= How to complete this task =
Identify each line below that contains the word "Broadway", and copy it out.
The input below:
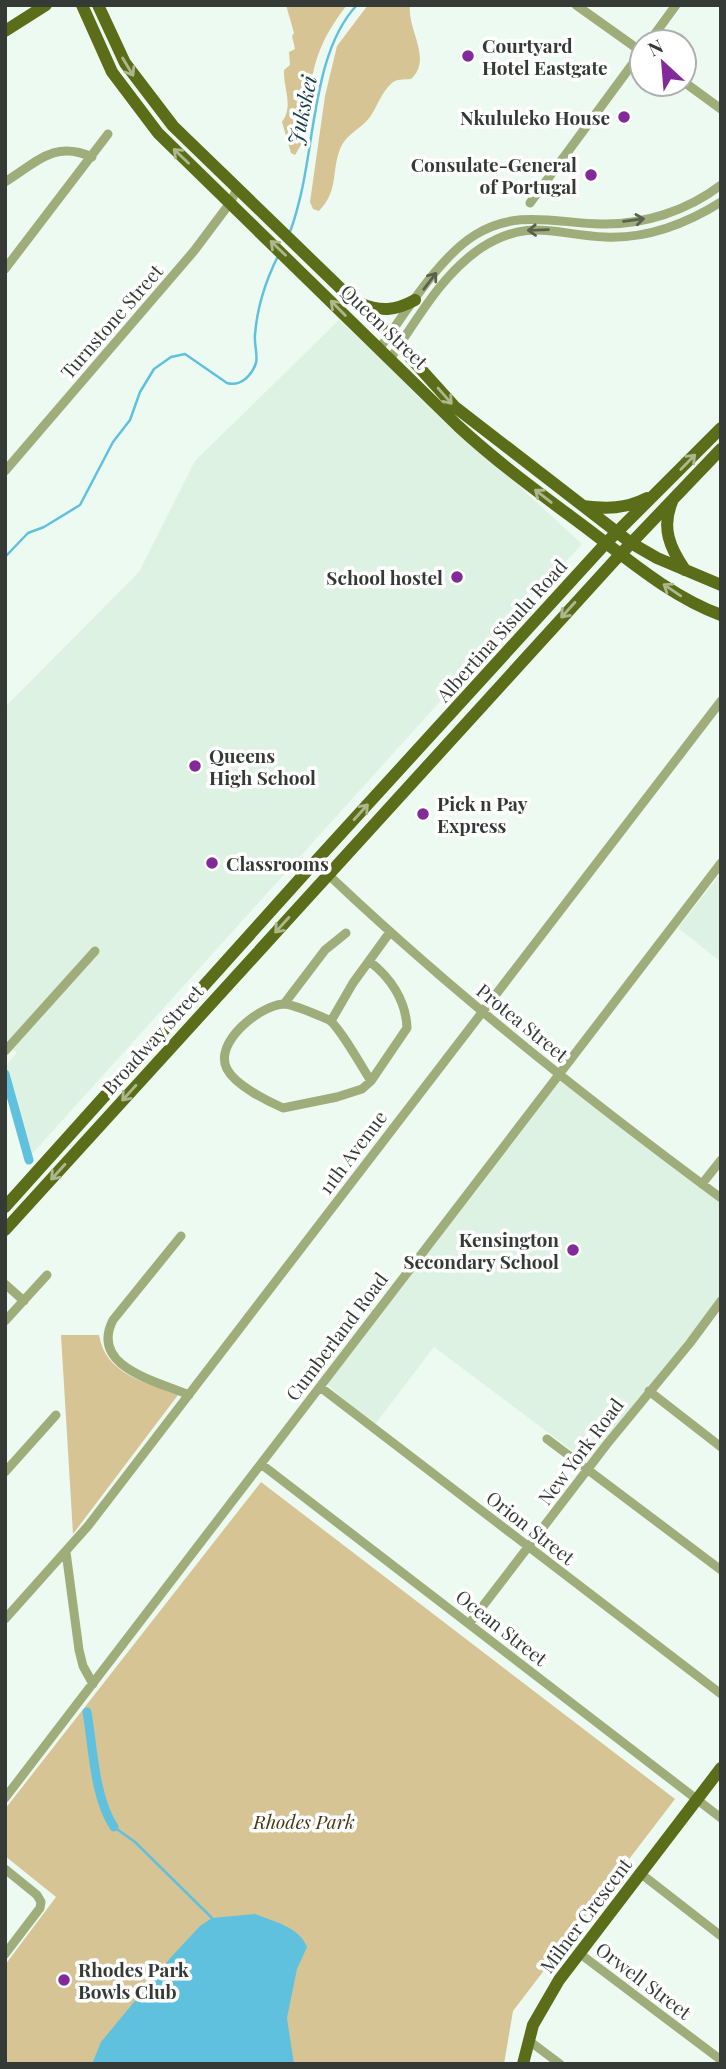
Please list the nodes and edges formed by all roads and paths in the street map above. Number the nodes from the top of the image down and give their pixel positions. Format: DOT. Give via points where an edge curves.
graph roads {
  1 [pos="46,5"];
  2 [pos="82,5"];
  3 [pos="98,5"];
  4 [pos="576,5"];
  5 [pos="676,5"];
  6 [pos="659,28"];
  7 [pos="5,31"];
  8 [pos="628,41"];
  9 [pos="628,70"];
  10 [pos="698,92"];
  11 [pos="721,109"];
  12 [pos="108,134"];
  13 [pos="92,157"];
  14 [pos="5,182"];
  15 [pos="721,185"];
  16 [pos="237,189"];
  17 [pos="721,202"];
  18 [pos="530,203"];
  19 [pos="230,204"];
  20 [pos="5,270"];
  21 [pos="352,300"];
  22 [pos="415,300"];
  23 [pos="389,335"];
  24 [pos="399,345"];
  25 [pos="379,349"];
  26 [pos="390,359"];
  27 [pos="721,428"];
  28 [pos="721,449"];
  29 [pos="5,471"];
  30 [pos="658,492"];
  31 [pos="675,496"];
  32 [pos="583,506"];
  33 [pos="617,533"];
  34 [pos="606,543"];
  35 [pos="631,543"];
  36 [pos="620,554"];
  37 [pos="686,571"];
  38 [pos="721,585"];
  39 [pos="721,615"];
  40 [pos="721,701"];
  41 [pos="315,862"];
  42 [pos="721,863"];
  43 [pos="328,874"];
  44 [pos="390,932"];
  45 [pos="346,933"];
  46 [pos="95,951"];
  47 [pos="369,961"];
  48 [pos="284,1004"];
  49 [pos="481,1012"];
  50 [pos="331,1021"];
  51 [pos="5,1051"];
  52 [pos="559,1073"];
  53 [pos="371,1082"];
  54 [pos="721,1160"];
  55 [pos="702,1184"];
  56 [pos="721,1198"];
  57 [pos="5,1208"];
  58 [pos="5,1230"];
  59 [pos="181,1236"];
  60 [pos="47,1275"];
  61 [pos="5,1284"];
  62 [pos="24,1301"];
  63 [pos="721,1301"];
  64 [pos="711,1315"];
  65 [pos="5,1321"];
  66 [pos="721,1322"];
  67 [pos="320,1387"];
  68 [pos="649,1391"];
  69 [pos="189,1395"];
  70 [pos="57,1415"];
  71 [pos="547,1439"];
  72 [pos="721,1447"];
  73 [pos="261,1464"];
  74 [pos="588,1469"];
  75 [pos="5,1472"];
  76 [pos="529,1547"];
  77 [pos="66,1552"];
  78 [pos="721,1570"];
  79 [pos="5,1619"];
  80 [pos="469,1623"];
  81 [pos="93,1684"];
  82 [pos="721,1694"];
  83 [pos="721,1768"];
  84 [pos="5,1798"];
  85 [pos="697,1800"];
  86 [pos="721,1818"];
  87 [pos="5,1869"];
  88 [pos="640,1873"];
  89 [pos="721,1936"];
  90 [pos="579,1953"];
  91 [pos="5,1954"];
  92 [pos="528,2040"];
  93 [pos="721,2060"];
  94 [pos="523,2064"];
  95 [pos="559,2064"];
  1 -- 7 [label="main road"];
  19 -- 2 [label="main road, Queen Street, one-way" via="134,103 102,53"];
  3 -- 16 [label="main road, Queen Street, one-way" via="134,77 173,126"];
  4 -- 8 [label="street"];
  5 -- 6 [label="street"];
  9 -- 18 [label="street"];
  10 -- 11 [label="street"];
  12 -- 13 [label="street"];
  13 -- 14 [label="street" via="58,150"];
  13 -- 20 [label="street"];
  22 -- 15 [label="street, one-way" via="453,253 477,234 502,223 533,218 600,224 633,221 680,209"];
  16 -- 19 [label="street, Turnstone Street"];
  16 -- 21 [label="main road, Queen Street"];
  17 -- 24 [label="street, one-way" via="684,222 650,233 603,237 534,229 499,239 456,270"];
  25 -- 19 [label="main road, Queen Street, one-way"];
  19 -- 29 [label="street, Turnstone Street"];
  21 -- 22 [label="main road" via="388,310"];
  21 -- 23 [label="main road, Queen Street"];
  22 -- 23 [label="street"];
  23 -- 24 [label="main road, Queen Street"];
  23 -- 25 [label="street"];
  24 -- 26 [label="street"];
  24 -- 32 [label="main road, Queen Street, one-way" via="461,412"];
  25 -- 26 [label="main road, Queen Street"];
  34 -- 26 [label="main road, Queen Street, one-way" via="479,445"];
  30 -- 27 [label="main road, Albertina Sisulu Road, one-way"];
  28 -- 31 [label="main road, Albertina Sisulu Road"];
  30 -- 32 [label="main road" via="625,507"];
  30 -- 33 [label="main road, Albertina Sisulu Road"];
  31 -- 35 [label="main road, Albertina Sisulu Road"];
  31 -- 37 [label="main road" via="666,531"];
  32 -- 33 [label="main road, Queen Street"];
  33 -- 34 [label="main road, Albertina Sisulu Road"];
  33 -- 35 [label="main road, Queen Street"];
  34 -- 36 [label="main road, Queen Street"];
  41 -- 34 [label="main road, Albertina Sisulu Road, one-way"];
  35 -- 36 [label="main road, Albertina Sisulu Road"];
  35 -- 37 [label="main road, Queen Street"];
  39 -- 36 [label="main road, Queen Street, one-way" via="686,599"];
  36 -- 43 [label="main road, Albertina Sisulu Road, one-way"];
  37 -- 38 [label="main road, Queen Street"];
  40 -- 49 [label="street, 11th Avenue"];
  41 -- 43 [label="street, Protea Street"];
  41 -- 57 [label="main road, Broadway Street"];
  42 -- 52 [label="street, Cumberland Road"];
  43 -- 44 [label="street, Protea Street"];
  43 -- 58 [label="main road, Broadway Street, one-way"];
  44 -- 47 [label="street"];
  44 -- 49 [label="street, Protea Street"];
  45 -- 48 [label="street" via="325,950"];
  46 -- 51 [label="street"];
  47 -- 50 [label="street"];
  47 -- 53 [label="street" via="392,982 407,1024"];
  48 -- 50 [label="street"];
  48 -- 53 [label="street" via="250,1018 235,1036 223,1058 234,1080 283,1108 337,1097"];
  49 -- 52 [label="street, Protea Street"];
  49 -- 69 [label="street, 11th Avenue"];
  50 -- 53 [label="street"];
  52 -- 55 [label="street, Protea Street"];
  52 -- 67 [label="street, Cumberland Road"];
  54 -- 55 [label="street"];
  55 -- 56 [label="street, Protea Street"];
  59 -- 69 [label="street" via="113,1320 107,1337 112,1356 122,1365"];
  60 -- 62 [label="street"];
  61 -- 62 [label="street"];
  62 -- 65 [label="street"];
  63 -- 64 [label="street, New York Road"];
  64 -- 66 [label="street"];
  64 -- 68 [label="street, New York Road"];
  67 -- 73 [label="street, Cumberland Road"];
  67 -- 76 [label="street, Orion Street"];
  68 -- 72 [label="street"];
  68 -- 74 [label="street, New York Road"];
  69 -- 77 [label="street, 11th Avenue"];
  70 -- 75 [label="street"];
  71 -- 74 [label="street"];
  73 -- 80 [label="street, Ocean Street"];
  73 -- 81 [label="street, Cumberland Road"];
  74 -- 76 [label="street, New York Road"];
  74 -- 78 [label="street"];
  76 -- 80 [label="street, New York Road"];
  76 -- 82 [label="street, Orion Street"];
  77 -- 79 [label="street, 11th Avenue"];
  77 -- 81 [label="street" via="79,1650"];
  80 -- 85 [label="street, Ocean Street"];
  81 -- 84 [label="street, Cumberland Road"];
  83 -- 85 [label="main road, Milner Crescent"];
  85 -- 86 [label="street, Ocean Street"];
  85 -- 88 [label="main road, Milner Crescent"];
  87 -- 91 [label="street" via="41,1902"];
  88 -- 89 [label="street"];
  88 -- 90 [label="main road, Milner Crescent"];
  90 -- 92 [label="main road, Milner Crescent" via="540,2009"];
  90 -- 93 [label="street, Orwell Street"];
  92 -- 94 [label="main road, Milner Crescent"];
  92 -- 95 [label="street"];
}
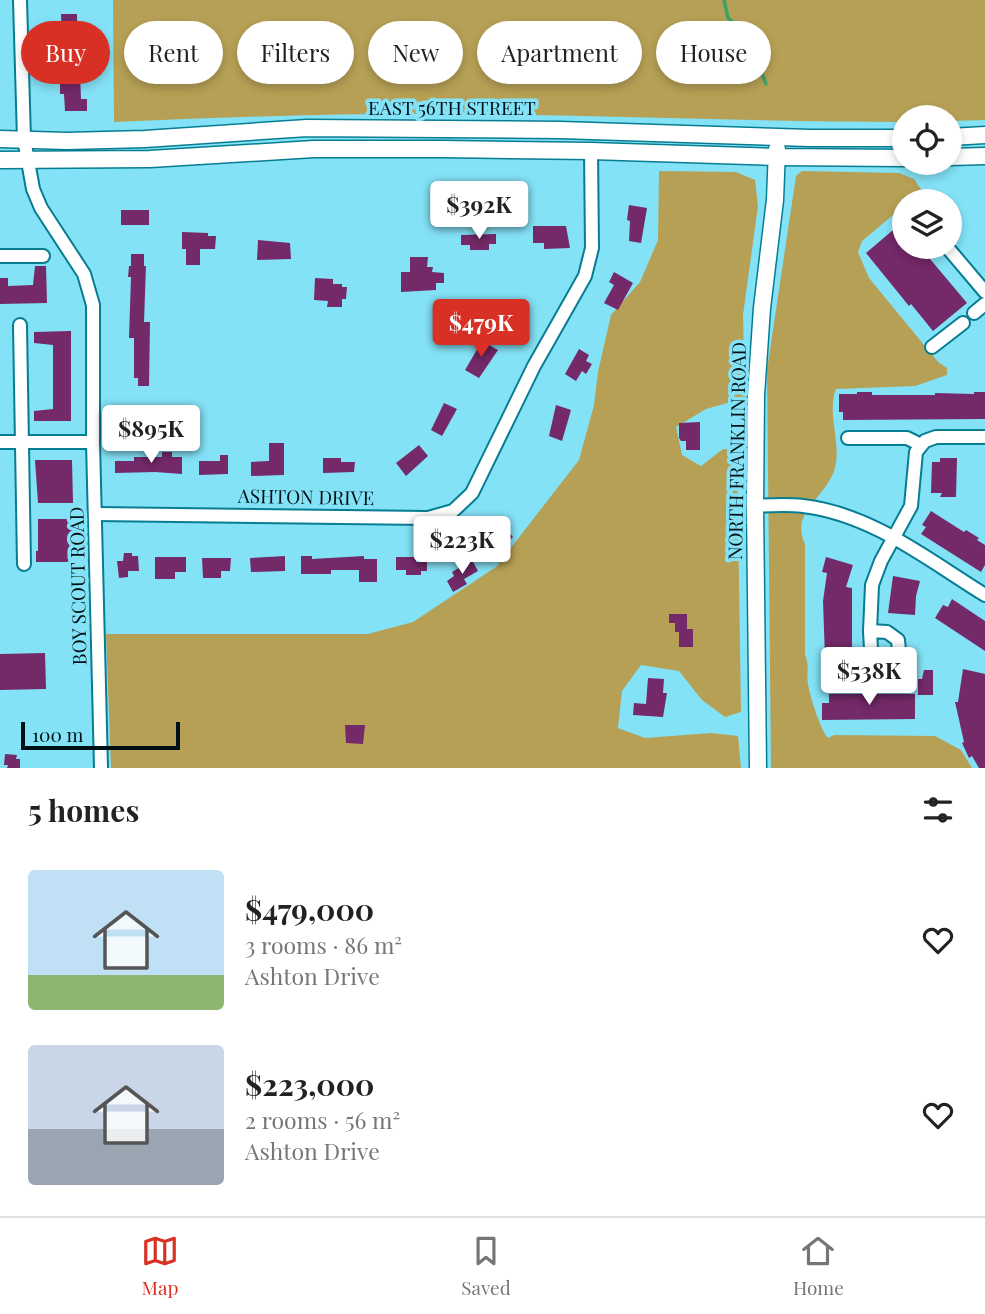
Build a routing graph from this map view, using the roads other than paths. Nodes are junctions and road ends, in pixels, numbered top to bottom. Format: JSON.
{"nodes":[{"id":1,"x":20,"y":0,"type":"edge"},
{"id":2,"x":985,"y":135,"type":"edge"},
{"id":3,"x":777,"y":136,"type":"junction"},
{"id":4,"x":962,"y":136,"type":"edge"},
{"id":5,"x":892,"y":138,"type":"edge"},
{"id":6,"x":0,"y":139,"type":"edge"},
{"id":7,"x":24,"y":139,"type":"junction"},
{"id":8,"x":591,"y":151,"type":"junction"},
{"id":9,"x":985,"y":156,"type":"edge"},
{"id":10,"x":962,"y":157,"type":"edge"},
{"id":11,"x":777,"y":158,"type":"junction"},
{"id":12,"x":892,"y":158,"type":"edge"},
{"id":13,"x":26,"y":159,"type":"junction"},
{"id":14,"x":0,"y":160,"type":"edge"},
{"id":15,"x":0,"y":256,"type":"edge"},
{"id":16,"x":44,"y":256,"type":"dead end"},
{"id":17,"x":957,"y":259,"type":"edge"},
{"id":18,"x":985,"y":292,"type":"edge"},
{"id":19,"x":985,"y":304,"type":"edge"},
{"id":20,"x":974,"y":313,"type":"dead end"},
{"id":21,"x":963,"y":323,"type":"dead end"},
{"id":22,"x":20,"y":325,"type":"dead end"},
{"id":23,"x":932,"y":347,"type":"dead end"},
{"id":24,"x":985,"y":437,"type":"edge"},
{"id":25,"x":848,"y":438,"type":"dead end"},
{"id":26,"x":0,"y":442,"type":"edge"},
{"id":27,"x":22,"y":442,"type":"junction"},
{"id":28,"x":93,"y":442,"type":"junction"},
{"id":29,"x":923,"y":443,"type":"junction"},
{"id":30,"x":755,"y":506,"type":"junction"},
{"id":31,"x":96,"y":514,"type":"junction"},
{"id":32,"x":894,"y":538,"type":"junction"},
{"id":33,"x":24,"y":564,"type":"dead end"},
{"id":34,"x":985,"y":595,"type":"edge"},
{"id":35,"x":870,"y":631,"type":"dead end"},
{"id":36,"x":101,"y":768,"type":"edge"},
{"id":37,"x":758,"y":768,"type":"edge"}],
"edges":[{"from":1,"to":7,"type":"street","name":"BOY SCOUT ROAD"},
{"from":2,"to":4,"type":"main road"},
{"from":3,"to":5,"type":"main road","name":"EAST 56TH STREET"},
{"from":3,"to":7,"type":"main road","name":"EAST 56TH STREET"},
{"from":3,"to":11,"type":"main road","name":"NORTH FRANKLIN ROAD"},
{"from":6,"to":7,"type":"main road","name":"EAST 56TH STREET"},
{"from":7,"to":13,"type":"street","name":"BOY SCOUT ROAD"},
{"from":8,"to":11,"type":"main road"},
{"from":8,"to":13,"type":"main road"},
{"from":8,"to":31,"type":"street","name":"ASHTON DRIVE"},
{"from":9,"to":10,"type":"main road"},
{"from":11,"to":12,"type":"main road"},
{"from":11,"to":30,"type":"main road","name":"NORTH FRANKLIN ROAD"},
{"from":13,"to":14,"type":"main road"},
{"from":13,"to":28,"type":"street","name":"BOY SCOUT ROAD"},
{"from":15,"to":16,"type":"street"},
{"from":17,"to":18,"type":"street"},
{"from":19,"to":20,"type":"street"},
{"from":21,"to":23,"type":"street"},
{"from":22,"to":27,"type":"street"},
{"from":24,"to":29,"type":"street"},
{"from":25,"to":29,"type":"street"},
{"from":26,"to":27,"type":"street"},
{"from":27,"to":28,"type":"street"},
{"from":27,"to":33,"type":"street"},
{"from":28,"to":31,"type":"street","name":"BOY SCOUT ROAD"},
{"from":29,"to":32,"type":"street"},
{"from":30,"to":32,"type":"street"},
{"from":30,"to":37,"type":"main road","name":"NORTH FRANKLIN ROAD"},
{"from":31,"to":36,"type":"street","name":"BOY SCOUT ROAD"},
{"from":32,"to":34,"type":"street"},
{"from":32,"to":35,"type":"street"}]}
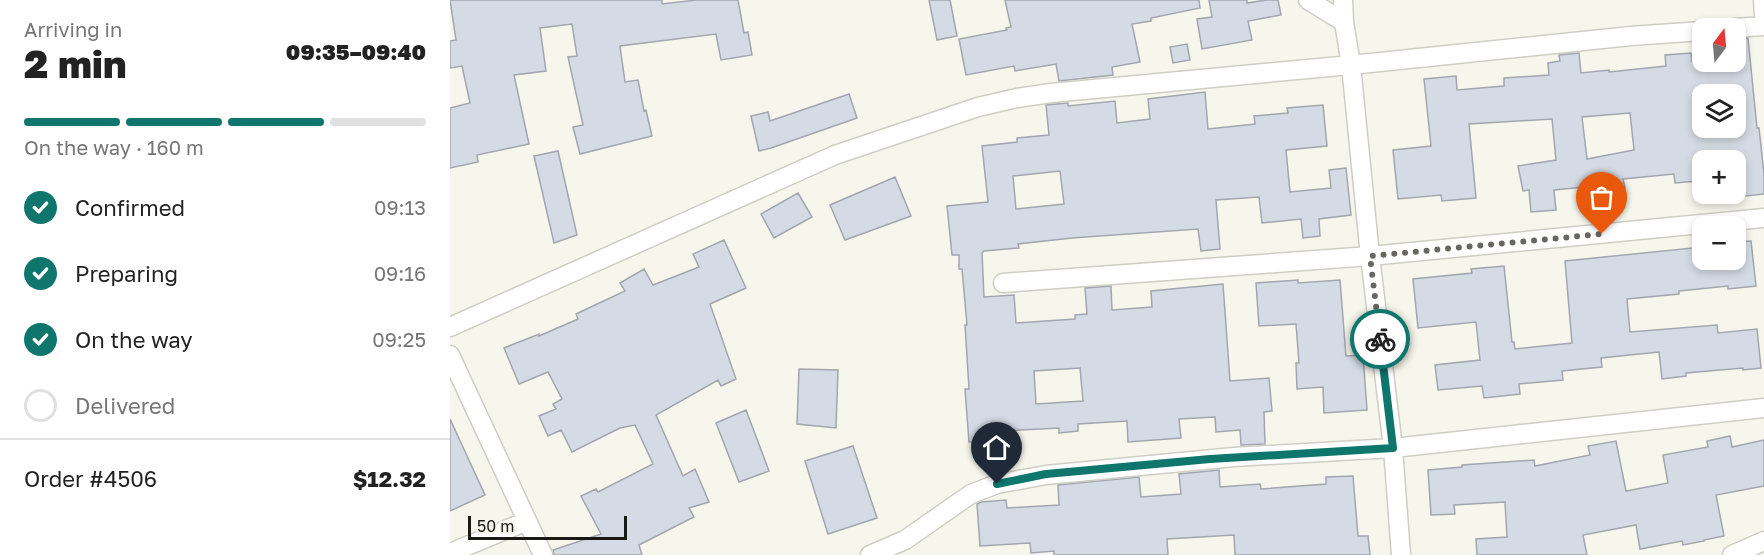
End of The input.
= Response to the exercise =
  41 -- 57 [label="main road, Broadway Street"];
  43 -- 58 [label="main road, Broadway Street, one-way"];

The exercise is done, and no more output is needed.